Therefore, our study aimed to determine whether the mycelium of S. sanghuang exhibits anti-inflammatory properties and evaluate its anti-inflammatory effectiveness via a mouse model with endotoxin-induced ALI, as well as investigate a possible mechanism of action.
As shown in Figure 1, different doses of SS-1 do not affect the survival of macrophages and the administration of SS-1 at non-cytotoxic doses significantly reduced LPS-induced NO production and the concentration of pro-inflammatory cytokines in cells. SS-1 reduced the NO, TNF-α, IL-1β, and IL-6 production of activated macrophages with an IC50 value of 491.5, 262.9, 606.2, and 166.2 μg/mL, respectively.
Meanwhile, we also found that SS-1 could significantly reduce the expression of iNOS and COX-2, as shown in Figure 2. Our results show that incubation of RAW264.7 cells with SS-1 enhances the cytoplasmic expression levels of NF-κB p65 and IκBα proteins, while reducing the cytoplasmic expression level of p-IκBα protein. At the same time, SS-1 significantly regulates the phosphorylation levels of ERK 1/2, JNK 1, and p38 proteins in the cells. Compared with the LPS group, the SS-1 administered group showed a significant reduction in the activity of the TLR4/PI3K/Akt/mTOR/IKKβ signaling pathway, as shown in Figure 3A.

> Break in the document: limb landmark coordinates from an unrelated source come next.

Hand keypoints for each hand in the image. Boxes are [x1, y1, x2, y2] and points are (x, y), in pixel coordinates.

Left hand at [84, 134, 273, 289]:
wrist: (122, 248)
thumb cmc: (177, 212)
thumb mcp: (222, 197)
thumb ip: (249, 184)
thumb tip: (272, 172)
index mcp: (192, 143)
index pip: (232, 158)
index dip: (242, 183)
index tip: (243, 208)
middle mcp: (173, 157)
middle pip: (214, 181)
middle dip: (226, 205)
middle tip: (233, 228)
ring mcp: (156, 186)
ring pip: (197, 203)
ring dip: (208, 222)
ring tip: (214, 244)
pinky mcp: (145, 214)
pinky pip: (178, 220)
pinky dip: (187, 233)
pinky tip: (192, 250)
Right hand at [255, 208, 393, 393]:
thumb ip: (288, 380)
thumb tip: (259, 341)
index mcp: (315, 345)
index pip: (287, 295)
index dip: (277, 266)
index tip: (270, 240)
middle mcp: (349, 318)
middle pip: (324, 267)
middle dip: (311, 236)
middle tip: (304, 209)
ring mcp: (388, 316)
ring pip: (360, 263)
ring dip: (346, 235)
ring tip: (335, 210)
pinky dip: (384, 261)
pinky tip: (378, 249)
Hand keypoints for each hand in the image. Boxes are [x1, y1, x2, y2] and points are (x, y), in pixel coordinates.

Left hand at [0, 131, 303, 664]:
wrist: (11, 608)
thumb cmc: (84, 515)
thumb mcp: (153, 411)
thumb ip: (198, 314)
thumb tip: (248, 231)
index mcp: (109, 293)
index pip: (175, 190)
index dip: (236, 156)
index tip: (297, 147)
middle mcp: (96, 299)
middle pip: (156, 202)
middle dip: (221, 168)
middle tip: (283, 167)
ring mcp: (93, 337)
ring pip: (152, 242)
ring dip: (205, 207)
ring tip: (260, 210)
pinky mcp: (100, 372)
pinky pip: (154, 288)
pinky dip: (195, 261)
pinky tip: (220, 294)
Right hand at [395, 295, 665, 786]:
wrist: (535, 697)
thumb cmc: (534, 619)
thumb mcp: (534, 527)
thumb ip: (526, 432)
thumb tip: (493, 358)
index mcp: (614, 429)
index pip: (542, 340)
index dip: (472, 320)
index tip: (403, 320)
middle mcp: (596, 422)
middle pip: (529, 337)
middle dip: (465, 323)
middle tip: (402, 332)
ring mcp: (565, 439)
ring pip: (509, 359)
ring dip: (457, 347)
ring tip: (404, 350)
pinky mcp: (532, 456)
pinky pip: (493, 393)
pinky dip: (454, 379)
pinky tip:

As shown in Figure 3B, we found that administration of SS-1 could significantly upregulate the protein expression levels of glutathione peroxidase (GPX), superoxide dismutase (SOD-1), catalase (CAT), heme oxygenase-1 (HO-1), and thioredoxin-1 (Trx-1) antioxidant enzymes in cells, as well as significantly affect the expression levels of KAP1/Nrf2 proteins.
In Figure 4, a histological section of lung tissue shows significant thickening of edema and leukocyte infiltration in the alveoli and interstitial space of the tissue in the samples induced with LPS. The administration of SS-1 and Dex prior to LPS induction could alleviate edema and leukocyte infiltration in the alveoli and interstitial space.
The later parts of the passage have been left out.